Al final, la afirmación del chulla mestizo es un triunfo de la propia urbe que abre el camino para la identidad y acoge a los múltiples rostros que la conforman y transitan: desde «todo lo mejor de la ciudad» (p. 89), pasando por los «banqueros, latifundistas, militares, frailes, políticos» (p. 75), o el «pequeño contribuyente, el hombre de la calle, el chagra, el cholo, el indio» (p. 82), hasta los mendigos desamparados (parientes de aquellos que viven en los bajos fondos que Miguel Ángel Asturias narra en El señor Presidente, 1946):

     indios que atrapó la ciudad, pordioseros que degeneró la miseria, niños vagabundos –durmiendo a la puerta de una iglesia, al abrigo de un portal, entre costales de algún mercado al aire libre […] gentes tendidas en el suelo, revolcándose en el lodo y en sus propios excrementos –por los rincones, arrimados a cualquier muro, parejas enlazadas a puñetazos, a mordiscos, con ganas de matar, de morir–: cholos de queja animal y carcajada idiota, indios –acurrucados bajo el poncho– de llanto y sanjuanito de velorio (Icaza, pp. 242-3).

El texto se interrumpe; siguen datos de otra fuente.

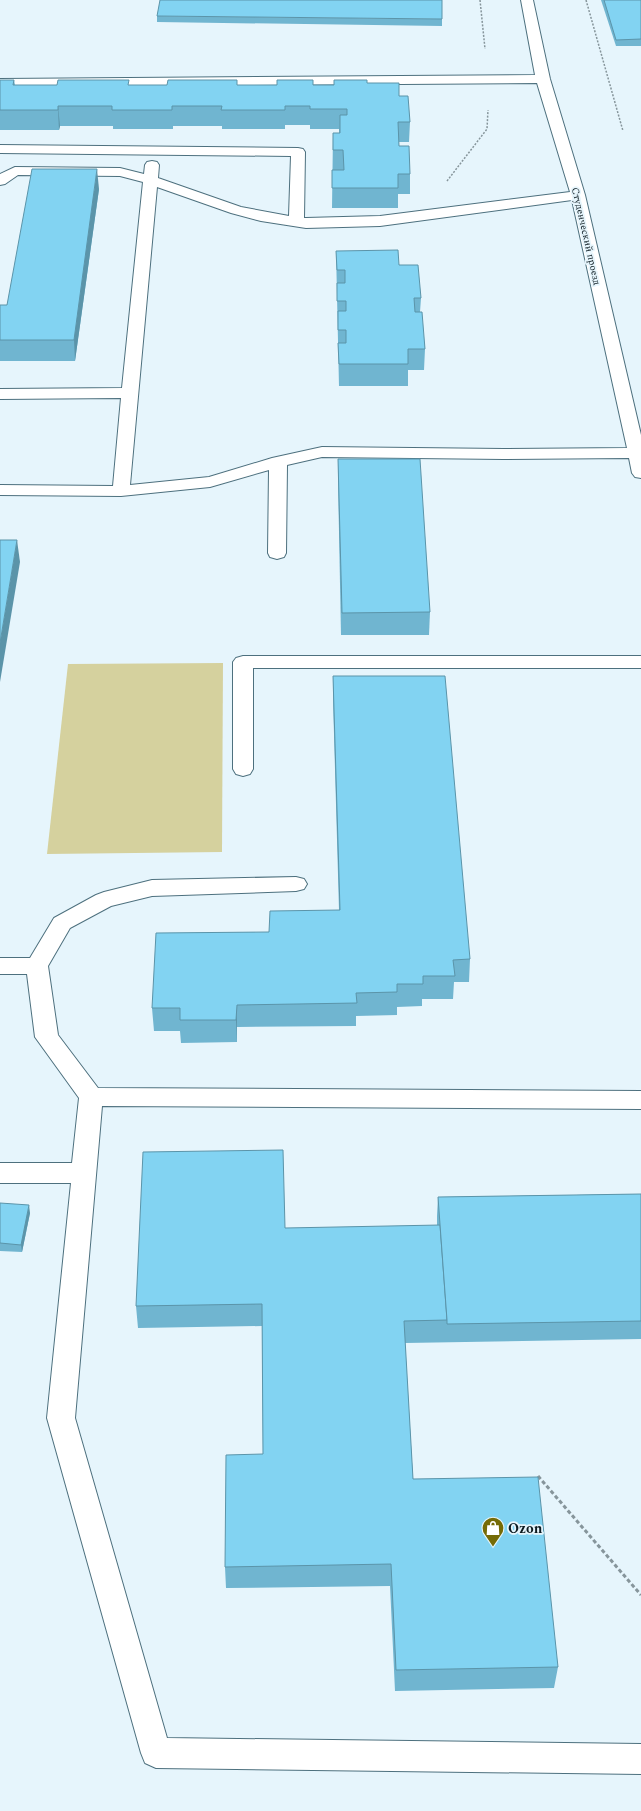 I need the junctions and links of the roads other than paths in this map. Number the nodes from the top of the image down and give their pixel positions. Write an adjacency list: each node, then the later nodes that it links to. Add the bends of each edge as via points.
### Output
1 (527, 0): 2 (street, Студенческий проезд)
2 (543, 79): 3 (street); 8 (street, Студенческий проезд)
3 (0, 83)
4 (0, 150): 5 (street)
5 (153, 151): 6 (street); 9 (street, via 298,152)
6 (150, 180): 7 (street, via 120,172 14,171); 9 (street, via 236,210); 11 (street)
7 (0, 181)
8 (578, 195): 9 (street, via 337,224); 12 (street, Студенческий проезд)
9 (296, 222)
10 (0, 394): 11 (street)
11 (130, 394): 16 (street)
12 (638, 453): 13 (street, via 322,452); 14 (street, Студенческий проезд)
13 (278, 462): 16 (street, via 210,482); 17 (street)
14 (641, 473)
15 (0, 490): 16 (street)
16 (121, 491)
17 (277, 554)
18 (641, 662): 19 (street, via 243,662)
19 (243, 769)
20 (296, 884): 22 (street, via 152,888 104,900 62,923)
21 (0, 966): 22 (street)
22 (37, 966): 23 (street, via 47,1037)
23 (91, 1097): 24 (street); 26 (street)
24 (641, 1100)
25 (0, 1173): 26 (street)
26 (84, 1173): 27 (street, via 61,1418 156,1753)
27 (641, 1759)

La convivencia de espacios y seres, de los que la ciudad es la matriz y a los que Luis Alfonso pretende ignorar, encuentra en el micromundo de una tienda de disfraces una suerte de aleph en el que se han relegado las indumentarias típicas del país, que ya nadie quiere alquilar: «la chola de follones de bayetilla, de blusa de raso y encaje» (p. 117). No obstante, un breve recorrido por la ciudad se encarga de devolver esas figuras a la vida y compele al Chulla, en su vagar, a reconocerlas en una «cocinera, sirvienta, guaricha, vendedora en el mercado» (p. 117). En la tienda, como en la calle, estos personajes se enfrentan con aquellos a los que se busca imitar y que corresponden, según señala el vendedor de disfraces, a las personalidades de la cultura occidental y del cine norteamericano.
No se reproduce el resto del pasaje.